Aside from organismal-centered courses, this exercise is also appropriate for any upper-level biology course where phylogenetic trees play a central role, e.g., Systematics, Bioinformatics, Population Genetics, and Evolution. In addition, this project could also be given as a challenge to high-performing students in introductory biology courses, but will need to be repackaged and executed in a different manner than is outlined in this paper. I would suggest that at the freshman or sophomore level, instructors should edit and align the sequences so that students would only be required to execute the NJ analysis in MEGA. The instructor should also omit the dense background information on NJ and ML methods of building phylogenetic trees, and should provide a one-page info sheet with biological information (physiological and ecological) on the ingroup taxa along with pictures of each taxon. Although we used molluscan evolution as a case study, the instructor could in theory choose any group providing that (a) enough taxonomic information is available to clearly distinguish the in-group taxa morphologically, and (b) DNA sequences for a specific genetic marker are available for each taxon on public online repositories that students can access.
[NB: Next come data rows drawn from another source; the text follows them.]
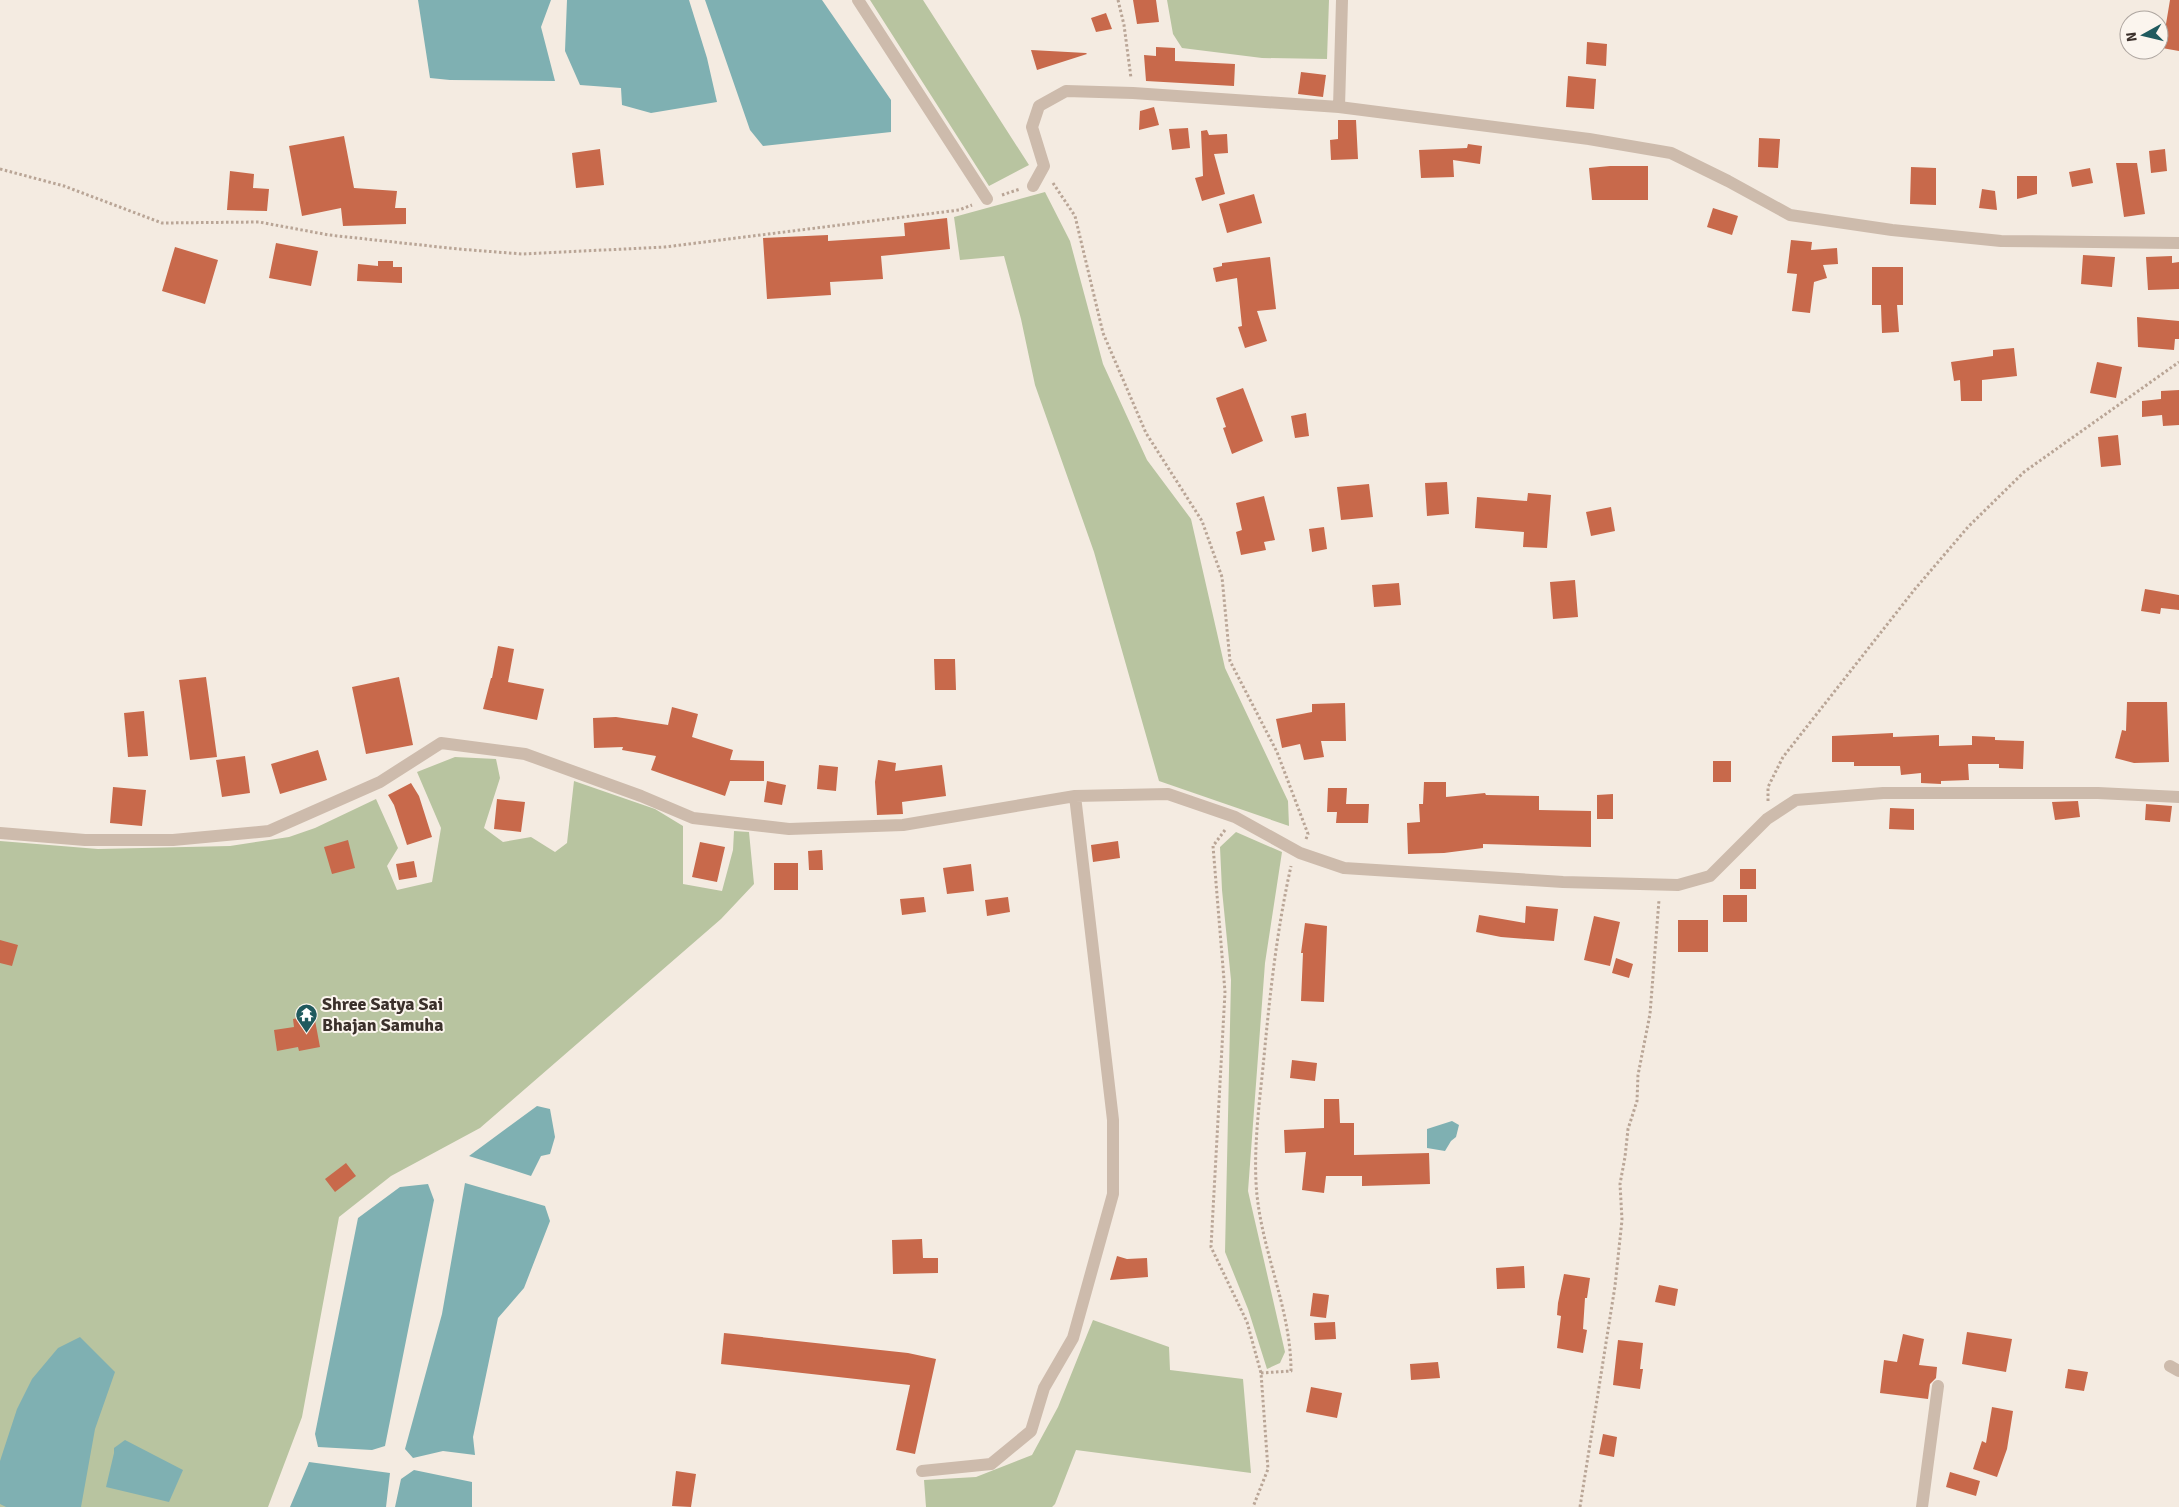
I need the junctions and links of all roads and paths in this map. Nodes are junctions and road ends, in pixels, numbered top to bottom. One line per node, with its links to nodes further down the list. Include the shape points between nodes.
1 (858, 0): 8 (street)
2 (1118, 0): 4 (path)
3 (1342, 0): 5 (street)
4 (1133, 93): 5 (street); 7 (street, via 1066,91 1039,106 1032,127 1044,166)
5 (1339, 107): 9 (street, via 1589,139 1671,153 1790,215 2001,241)
6 (0, 169): 8 (path, via 64,186 162,222 259,222 329,235 522,254 665,246 959,210)
7 (1033, 186): 8 (path); 16 (path, via 1054,183 1075,216 1103,333 1146,433 1202,521 1222,577 1230,661 1277,752 1308,834)
8 (987, 199)
9 (2179, 242)
10 (2179, 362): 14 (path, via 2024,472 1968,527 1783,757 1768,787)
11 (1075, 796): 13 (street, via 1168,794); 15 (street, via 904,825 789,829 693,818 525,754 441,743 380,782 269,831 173,840 85,840); 20 (street, via 1113,1120 1113,1194 1074,1338 1044,1388 1031,1431 991,1464)
12 (2179, 797): 14 (street, via 2098,793 1873,794 1796,800)
13 (1235, 817): 16 (street); 18 (path, via 1213,846 1225,992 1211,1247 1247,1322)
14 (1768, 819): 17 (street, via 1710,876 1678,885)
15 (0, 833)
16 (1297, 852): 17 (street, via 1344,868); 18 (path, via 1282,909 1268,1010 1259,1103 1256,1182 1264,1239 1291,1346 1291,1371)
17 (1661, 885): 22 (path, via 1650,1014 1620,1184 1622,1220 1615,1286)
18 (1261, 1374): 21 (path, via 1268,1469)
19 (1938, 1386): 23 (street)
20 (922, 1471)
21 (1253, 1507)
22 (1580, 1507)
23 (1922, 1507)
Fruitful discussions at the National Academy of Sciences' (NAS) Summer Institute workshop in June 2016 were instrumental in the development of this project. The financial support of the Biology Department at Clarkson University was also extremely helpful in designing a zoology course consistent with the NSF's Vision and Change manifesto. Finally, this paper is dedicated to Clarkson's Biology undergraduates, whose critical feedback over the past two years has played the biggest role in changing my view of how zoology should be taught in the 21st century.